[Stored items]

------------

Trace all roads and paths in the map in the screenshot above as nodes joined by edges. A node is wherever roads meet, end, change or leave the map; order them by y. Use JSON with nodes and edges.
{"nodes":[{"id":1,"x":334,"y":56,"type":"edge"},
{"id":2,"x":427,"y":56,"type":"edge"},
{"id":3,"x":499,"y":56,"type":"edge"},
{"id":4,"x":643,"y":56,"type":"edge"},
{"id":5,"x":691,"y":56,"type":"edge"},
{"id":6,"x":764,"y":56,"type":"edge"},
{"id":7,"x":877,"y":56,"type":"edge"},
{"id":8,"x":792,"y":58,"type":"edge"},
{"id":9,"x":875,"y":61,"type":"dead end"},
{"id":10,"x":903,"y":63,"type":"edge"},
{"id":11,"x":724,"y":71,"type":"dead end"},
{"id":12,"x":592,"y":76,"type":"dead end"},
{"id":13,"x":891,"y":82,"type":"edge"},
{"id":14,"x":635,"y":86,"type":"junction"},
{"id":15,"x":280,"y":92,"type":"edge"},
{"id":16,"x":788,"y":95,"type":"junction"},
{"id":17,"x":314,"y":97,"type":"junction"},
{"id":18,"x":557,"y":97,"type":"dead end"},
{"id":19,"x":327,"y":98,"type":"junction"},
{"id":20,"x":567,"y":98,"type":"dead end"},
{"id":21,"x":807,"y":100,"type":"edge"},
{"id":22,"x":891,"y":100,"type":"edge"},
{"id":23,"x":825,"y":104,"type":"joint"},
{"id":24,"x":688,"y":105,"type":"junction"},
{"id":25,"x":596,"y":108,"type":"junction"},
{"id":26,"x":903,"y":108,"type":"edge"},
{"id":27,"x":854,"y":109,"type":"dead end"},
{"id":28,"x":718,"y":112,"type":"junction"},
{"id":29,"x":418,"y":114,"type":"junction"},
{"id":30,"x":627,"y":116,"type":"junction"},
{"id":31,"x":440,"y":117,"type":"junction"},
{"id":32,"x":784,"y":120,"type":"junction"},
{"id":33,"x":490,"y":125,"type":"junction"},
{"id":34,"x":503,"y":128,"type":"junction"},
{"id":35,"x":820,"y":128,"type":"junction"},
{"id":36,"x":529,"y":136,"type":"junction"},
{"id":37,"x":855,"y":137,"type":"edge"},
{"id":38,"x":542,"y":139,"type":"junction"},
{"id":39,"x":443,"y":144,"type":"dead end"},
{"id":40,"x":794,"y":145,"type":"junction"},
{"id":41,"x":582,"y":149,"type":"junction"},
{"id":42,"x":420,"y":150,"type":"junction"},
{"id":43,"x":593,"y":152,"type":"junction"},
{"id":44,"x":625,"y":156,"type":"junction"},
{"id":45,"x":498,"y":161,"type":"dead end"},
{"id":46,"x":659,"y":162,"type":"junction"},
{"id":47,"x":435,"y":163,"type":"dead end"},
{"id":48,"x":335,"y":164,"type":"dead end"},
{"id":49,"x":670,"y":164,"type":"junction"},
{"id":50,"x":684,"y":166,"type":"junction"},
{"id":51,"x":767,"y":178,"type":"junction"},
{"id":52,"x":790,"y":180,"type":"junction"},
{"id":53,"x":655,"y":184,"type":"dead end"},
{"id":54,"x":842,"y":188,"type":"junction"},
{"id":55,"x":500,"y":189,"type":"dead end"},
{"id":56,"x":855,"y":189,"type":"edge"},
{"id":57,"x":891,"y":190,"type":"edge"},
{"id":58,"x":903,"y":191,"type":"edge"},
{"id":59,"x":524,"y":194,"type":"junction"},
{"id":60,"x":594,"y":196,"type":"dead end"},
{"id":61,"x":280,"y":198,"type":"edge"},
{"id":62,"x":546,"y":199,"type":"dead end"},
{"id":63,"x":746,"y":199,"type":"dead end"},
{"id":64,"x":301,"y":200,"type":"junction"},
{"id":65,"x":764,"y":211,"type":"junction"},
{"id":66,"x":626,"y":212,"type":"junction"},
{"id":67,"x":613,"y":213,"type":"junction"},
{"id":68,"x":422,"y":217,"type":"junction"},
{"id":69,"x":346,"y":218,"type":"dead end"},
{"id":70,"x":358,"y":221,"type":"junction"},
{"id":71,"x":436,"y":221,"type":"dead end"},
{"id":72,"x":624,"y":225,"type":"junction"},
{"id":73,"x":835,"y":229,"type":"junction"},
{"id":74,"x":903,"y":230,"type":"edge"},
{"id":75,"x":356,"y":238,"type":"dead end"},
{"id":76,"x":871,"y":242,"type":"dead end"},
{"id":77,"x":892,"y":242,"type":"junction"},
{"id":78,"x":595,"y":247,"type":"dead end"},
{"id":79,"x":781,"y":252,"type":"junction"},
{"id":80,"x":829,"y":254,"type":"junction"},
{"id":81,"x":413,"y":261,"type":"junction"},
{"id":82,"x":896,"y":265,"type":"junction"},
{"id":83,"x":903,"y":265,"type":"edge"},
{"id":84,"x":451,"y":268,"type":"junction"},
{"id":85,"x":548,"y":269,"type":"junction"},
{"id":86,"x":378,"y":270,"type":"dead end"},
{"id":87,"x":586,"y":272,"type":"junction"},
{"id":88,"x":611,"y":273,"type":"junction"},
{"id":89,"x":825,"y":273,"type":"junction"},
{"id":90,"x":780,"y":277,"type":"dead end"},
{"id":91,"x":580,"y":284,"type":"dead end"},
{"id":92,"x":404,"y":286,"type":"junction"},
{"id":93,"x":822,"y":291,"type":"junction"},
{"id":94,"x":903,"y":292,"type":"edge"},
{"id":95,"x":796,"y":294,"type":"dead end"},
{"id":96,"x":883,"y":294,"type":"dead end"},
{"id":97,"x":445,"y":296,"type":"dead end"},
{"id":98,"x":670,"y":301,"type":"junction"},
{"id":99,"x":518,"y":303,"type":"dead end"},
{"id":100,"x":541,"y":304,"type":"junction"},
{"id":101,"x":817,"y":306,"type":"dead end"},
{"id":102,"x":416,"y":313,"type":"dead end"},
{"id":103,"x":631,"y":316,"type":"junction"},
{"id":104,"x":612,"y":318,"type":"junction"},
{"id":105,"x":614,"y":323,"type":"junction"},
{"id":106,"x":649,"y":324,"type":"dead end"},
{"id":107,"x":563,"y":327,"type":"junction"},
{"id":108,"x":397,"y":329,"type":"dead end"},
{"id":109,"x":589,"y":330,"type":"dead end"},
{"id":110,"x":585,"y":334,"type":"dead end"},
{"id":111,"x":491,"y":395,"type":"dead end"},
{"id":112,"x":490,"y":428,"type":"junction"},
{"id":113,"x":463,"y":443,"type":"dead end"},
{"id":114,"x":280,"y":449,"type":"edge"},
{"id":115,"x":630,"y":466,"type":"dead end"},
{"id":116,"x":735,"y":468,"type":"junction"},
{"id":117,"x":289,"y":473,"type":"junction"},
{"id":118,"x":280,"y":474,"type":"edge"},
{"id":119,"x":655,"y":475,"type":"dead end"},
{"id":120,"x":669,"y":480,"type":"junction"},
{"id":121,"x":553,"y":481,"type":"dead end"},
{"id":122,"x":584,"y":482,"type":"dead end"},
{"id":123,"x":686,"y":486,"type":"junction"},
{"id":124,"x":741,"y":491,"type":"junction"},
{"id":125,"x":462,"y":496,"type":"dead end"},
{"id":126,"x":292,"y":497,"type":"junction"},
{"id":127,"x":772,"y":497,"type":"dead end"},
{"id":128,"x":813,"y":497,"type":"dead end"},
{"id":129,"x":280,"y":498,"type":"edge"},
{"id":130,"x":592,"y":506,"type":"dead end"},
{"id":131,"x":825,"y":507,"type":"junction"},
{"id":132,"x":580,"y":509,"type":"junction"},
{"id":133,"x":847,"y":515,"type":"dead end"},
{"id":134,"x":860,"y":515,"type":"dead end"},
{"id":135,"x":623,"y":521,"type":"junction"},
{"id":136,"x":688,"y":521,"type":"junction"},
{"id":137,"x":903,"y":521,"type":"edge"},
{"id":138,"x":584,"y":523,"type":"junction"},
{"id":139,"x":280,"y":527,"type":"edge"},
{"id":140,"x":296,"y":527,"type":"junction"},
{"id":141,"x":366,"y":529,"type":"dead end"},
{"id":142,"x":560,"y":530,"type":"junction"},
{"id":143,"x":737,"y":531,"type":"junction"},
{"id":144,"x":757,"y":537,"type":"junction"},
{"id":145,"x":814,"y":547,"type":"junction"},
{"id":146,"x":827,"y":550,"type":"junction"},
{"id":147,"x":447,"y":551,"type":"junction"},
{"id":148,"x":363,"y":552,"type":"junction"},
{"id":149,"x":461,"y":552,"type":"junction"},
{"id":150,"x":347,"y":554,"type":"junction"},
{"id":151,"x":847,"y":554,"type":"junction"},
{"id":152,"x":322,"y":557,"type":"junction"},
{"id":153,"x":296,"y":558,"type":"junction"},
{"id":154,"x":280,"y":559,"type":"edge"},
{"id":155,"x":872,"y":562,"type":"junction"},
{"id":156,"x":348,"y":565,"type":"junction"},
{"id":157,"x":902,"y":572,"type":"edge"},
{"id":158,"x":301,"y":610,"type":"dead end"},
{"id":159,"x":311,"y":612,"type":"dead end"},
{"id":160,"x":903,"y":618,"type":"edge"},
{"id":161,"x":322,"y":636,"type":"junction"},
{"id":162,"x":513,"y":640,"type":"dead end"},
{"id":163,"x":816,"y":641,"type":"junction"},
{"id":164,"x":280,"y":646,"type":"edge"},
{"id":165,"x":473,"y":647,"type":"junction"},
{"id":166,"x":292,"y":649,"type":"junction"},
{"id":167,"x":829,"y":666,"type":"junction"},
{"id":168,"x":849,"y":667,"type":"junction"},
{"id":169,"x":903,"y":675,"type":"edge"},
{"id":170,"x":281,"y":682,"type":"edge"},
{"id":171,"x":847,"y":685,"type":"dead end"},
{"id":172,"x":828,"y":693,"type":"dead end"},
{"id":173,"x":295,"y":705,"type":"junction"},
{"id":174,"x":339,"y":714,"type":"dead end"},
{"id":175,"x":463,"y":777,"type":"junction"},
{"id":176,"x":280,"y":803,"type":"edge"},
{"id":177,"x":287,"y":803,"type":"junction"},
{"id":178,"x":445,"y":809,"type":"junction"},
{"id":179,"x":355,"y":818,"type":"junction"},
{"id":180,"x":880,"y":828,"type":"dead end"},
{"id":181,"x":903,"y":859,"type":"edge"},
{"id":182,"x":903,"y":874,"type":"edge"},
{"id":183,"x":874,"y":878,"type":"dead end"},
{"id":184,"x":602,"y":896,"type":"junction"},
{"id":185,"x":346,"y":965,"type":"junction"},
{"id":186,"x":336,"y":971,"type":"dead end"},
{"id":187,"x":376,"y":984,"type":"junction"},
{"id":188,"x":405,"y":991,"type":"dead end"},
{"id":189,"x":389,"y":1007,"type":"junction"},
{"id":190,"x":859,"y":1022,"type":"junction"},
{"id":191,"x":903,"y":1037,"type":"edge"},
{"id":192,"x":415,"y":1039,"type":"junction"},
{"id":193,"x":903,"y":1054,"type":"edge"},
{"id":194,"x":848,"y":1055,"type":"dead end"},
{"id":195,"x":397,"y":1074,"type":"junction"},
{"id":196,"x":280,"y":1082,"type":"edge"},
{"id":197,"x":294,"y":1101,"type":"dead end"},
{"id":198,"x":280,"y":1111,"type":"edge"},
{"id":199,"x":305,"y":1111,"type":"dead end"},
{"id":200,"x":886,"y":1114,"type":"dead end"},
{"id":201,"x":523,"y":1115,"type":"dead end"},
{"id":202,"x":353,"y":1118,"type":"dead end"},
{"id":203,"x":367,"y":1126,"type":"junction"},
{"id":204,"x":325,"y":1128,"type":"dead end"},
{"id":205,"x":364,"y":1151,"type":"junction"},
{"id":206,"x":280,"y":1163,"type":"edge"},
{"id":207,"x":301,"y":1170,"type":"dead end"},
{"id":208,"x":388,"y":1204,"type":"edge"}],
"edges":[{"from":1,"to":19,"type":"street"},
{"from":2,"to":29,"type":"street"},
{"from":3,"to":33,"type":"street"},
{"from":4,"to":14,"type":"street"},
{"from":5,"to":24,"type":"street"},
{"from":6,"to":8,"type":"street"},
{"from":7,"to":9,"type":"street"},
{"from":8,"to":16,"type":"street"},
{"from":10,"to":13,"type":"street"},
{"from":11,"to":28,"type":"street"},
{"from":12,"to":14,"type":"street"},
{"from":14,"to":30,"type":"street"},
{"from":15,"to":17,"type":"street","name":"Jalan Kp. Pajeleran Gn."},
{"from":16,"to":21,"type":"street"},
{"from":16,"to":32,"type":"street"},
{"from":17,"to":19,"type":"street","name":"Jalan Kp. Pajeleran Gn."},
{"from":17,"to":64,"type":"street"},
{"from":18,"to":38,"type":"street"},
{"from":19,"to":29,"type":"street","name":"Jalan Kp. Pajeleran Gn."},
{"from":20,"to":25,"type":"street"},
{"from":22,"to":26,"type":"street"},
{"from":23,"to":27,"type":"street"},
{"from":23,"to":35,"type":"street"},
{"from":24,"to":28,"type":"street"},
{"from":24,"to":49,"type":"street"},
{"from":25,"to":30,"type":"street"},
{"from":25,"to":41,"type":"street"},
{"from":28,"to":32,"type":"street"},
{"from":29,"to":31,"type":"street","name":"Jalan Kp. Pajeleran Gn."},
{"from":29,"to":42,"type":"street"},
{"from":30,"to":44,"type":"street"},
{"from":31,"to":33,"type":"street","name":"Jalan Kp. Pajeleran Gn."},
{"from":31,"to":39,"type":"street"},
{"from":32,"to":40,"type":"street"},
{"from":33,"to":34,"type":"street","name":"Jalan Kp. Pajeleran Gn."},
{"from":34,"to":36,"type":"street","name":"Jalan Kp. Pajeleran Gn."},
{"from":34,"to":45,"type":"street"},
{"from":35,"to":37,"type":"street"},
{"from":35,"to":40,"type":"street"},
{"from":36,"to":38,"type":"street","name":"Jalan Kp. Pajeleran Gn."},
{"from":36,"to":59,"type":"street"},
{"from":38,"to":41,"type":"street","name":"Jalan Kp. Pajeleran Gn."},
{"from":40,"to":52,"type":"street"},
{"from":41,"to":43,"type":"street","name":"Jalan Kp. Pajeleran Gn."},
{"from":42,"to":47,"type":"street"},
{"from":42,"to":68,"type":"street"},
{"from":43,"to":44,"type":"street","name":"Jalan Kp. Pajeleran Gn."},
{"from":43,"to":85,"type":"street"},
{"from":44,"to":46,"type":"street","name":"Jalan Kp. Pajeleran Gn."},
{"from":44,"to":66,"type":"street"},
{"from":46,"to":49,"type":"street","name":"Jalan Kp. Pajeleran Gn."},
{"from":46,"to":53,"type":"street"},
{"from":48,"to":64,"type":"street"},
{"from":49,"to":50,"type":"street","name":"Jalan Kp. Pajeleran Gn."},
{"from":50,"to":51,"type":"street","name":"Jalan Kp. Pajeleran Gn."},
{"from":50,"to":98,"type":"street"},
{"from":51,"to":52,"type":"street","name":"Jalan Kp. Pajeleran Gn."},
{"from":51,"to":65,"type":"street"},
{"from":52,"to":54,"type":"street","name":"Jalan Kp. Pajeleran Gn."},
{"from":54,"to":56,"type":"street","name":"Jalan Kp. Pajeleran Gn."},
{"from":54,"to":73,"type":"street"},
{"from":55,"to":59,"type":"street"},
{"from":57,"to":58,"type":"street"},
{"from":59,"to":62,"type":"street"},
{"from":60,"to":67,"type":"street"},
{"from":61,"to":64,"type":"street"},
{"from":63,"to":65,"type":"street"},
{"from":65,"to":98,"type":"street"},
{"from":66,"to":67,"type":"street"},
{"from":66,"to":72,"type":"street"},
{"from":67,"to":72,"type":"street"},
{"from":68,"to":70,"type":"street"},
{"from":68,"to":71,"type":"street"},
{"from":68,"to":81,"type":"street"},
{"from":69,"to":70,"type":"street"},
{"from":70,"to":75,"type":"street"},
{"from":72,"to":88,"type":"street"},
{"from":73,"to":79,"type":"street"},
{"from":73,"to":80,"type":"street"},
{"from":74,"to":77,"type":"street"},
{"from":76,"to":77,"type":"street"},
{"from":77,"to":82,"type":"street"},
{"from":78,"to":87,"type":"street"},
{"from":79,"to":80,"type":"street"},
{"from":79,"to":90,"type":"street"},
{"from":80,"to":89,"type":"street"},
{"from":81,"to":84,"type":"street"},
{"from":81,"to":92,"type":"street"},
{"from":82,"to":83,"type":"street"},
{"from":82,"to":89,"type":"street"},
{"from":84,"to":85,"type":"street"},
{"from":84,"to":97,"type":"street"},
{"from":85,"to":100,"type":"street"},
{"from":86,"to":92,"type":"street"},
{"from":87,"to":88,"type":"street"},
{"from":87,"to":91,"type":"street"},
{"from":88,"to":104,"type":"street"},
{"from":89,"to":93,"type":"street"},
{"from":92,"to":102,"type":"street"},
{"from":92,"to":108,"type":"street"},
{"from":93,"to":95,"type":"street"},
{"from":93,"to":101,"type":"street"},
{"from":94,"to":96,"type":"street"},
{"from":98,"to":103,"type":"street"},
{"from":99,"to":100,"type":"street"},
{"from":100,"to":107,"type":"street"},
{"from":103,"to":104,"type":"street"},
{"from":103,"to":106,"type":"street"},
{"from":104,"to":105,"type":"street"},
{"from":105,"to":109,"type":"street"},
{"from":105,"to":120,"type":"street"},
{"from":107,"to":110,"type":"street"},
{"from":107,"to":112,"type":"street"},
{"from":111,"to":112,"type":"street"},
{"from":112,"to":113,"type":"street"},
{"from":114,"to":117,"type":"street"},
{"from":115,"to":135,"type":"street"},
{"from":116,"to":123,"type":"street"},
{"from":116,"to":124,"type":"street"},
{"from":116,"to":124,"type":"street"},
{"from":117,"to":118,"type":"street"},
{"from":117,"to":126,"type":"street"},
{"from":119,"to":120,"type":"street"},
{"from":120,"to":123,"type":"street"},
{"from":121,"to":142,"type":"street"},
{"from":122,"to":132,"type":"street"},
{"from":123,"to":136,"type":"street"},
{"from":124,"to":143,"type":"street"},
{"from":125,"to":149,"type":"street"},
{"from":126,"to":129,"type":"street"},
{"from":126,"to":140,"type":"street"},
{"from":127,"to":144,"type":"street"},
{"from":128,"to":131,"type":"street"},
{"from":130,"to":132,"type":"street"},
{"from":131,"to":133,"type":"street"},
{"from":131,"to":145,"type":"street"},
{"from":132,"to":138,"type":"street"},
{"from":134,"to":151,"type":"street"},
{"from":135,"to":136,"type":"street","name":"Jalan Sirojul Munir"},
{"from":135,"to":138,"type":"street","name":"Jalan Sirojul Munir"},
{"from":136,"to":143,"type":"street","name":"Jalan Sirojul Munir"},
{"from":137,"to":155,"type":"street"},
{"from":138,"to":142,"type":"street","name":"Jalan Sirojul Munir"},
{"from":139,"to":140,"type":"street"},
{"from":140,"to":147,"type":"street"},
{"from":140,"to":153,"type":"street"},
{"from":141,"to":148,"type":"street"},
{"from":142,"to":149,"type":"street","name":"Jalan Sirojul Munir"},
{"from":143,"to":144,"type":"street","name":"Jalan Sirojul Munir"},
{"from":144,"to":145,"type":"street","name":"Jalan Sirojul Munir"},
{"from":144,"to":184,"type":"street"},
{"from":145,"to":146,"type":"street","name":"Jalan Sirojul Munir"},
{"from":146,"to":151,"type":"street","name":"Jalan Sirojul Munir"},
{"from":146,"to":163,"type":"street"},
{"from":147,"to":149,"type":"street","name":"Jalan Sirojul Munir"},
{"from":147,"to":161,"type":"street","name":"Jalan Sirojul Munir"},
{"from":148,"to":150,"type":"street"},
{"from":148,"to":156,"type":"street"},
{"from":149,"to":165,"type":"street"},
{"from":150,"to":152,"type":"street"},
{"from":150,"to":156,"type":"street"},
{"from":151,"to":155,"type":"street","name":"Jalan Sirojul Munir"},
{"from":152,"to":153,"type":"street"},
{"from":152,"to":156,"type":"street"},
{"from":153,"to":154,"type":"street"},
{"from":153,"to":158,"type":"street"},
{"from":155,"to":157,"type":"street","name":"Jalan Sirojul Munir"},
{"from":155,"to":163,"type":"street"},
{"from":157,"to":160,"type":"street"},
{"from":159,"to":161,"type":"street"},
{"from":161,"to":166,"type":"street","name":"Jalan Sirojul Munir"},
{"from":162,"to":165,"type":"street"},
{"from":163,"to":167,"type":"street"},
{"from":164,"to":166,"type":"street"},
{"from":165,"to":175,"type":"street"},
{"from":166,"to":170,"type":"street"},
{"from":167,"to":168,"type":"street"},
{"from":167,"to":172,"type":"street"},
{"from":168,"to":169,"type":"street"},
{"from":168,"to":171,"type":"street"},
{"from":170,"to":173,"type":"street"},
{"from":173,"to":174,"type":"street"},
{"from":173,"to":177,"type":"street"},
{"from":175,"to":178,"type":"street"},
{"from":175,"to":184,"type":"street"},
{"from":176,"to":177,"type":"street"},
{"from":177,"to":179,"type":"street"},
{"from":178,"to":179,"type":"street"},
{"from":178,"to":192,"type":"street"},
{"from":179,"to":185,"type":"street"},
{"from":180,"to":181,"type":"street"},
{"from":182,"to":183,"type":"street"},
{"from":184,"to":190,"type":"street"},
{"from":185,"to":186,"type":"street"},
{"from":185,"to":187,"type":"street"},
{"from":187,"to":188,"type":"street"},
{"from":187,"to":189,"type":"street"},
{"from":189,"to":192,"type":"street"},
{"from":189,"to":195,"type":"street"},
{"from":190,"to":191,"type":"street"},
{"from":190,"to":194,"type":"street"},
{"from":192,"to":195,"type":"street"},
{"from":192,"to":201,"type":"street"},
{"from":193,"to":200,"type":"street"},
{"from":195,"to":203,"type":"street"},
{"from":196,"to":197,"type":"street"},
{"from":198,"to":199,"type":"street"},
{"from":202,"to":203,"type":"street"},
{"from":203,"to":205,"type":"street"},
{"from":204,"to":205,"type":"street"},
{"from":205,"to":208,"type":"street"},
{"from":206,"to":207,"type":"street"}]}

------------

Whenever a line includes the word "nodes", pull it out of the entries.

Answer to this exercise:
Trace all roads and paths in the map in the screenshot above as nodes joined by edges. A node is wherever roads meet, end, change or leave the map; order them by y. Use JSON with nodes and edges.
{"nodes":[{"id":1,"x":334,"y":56,"type":"edge"},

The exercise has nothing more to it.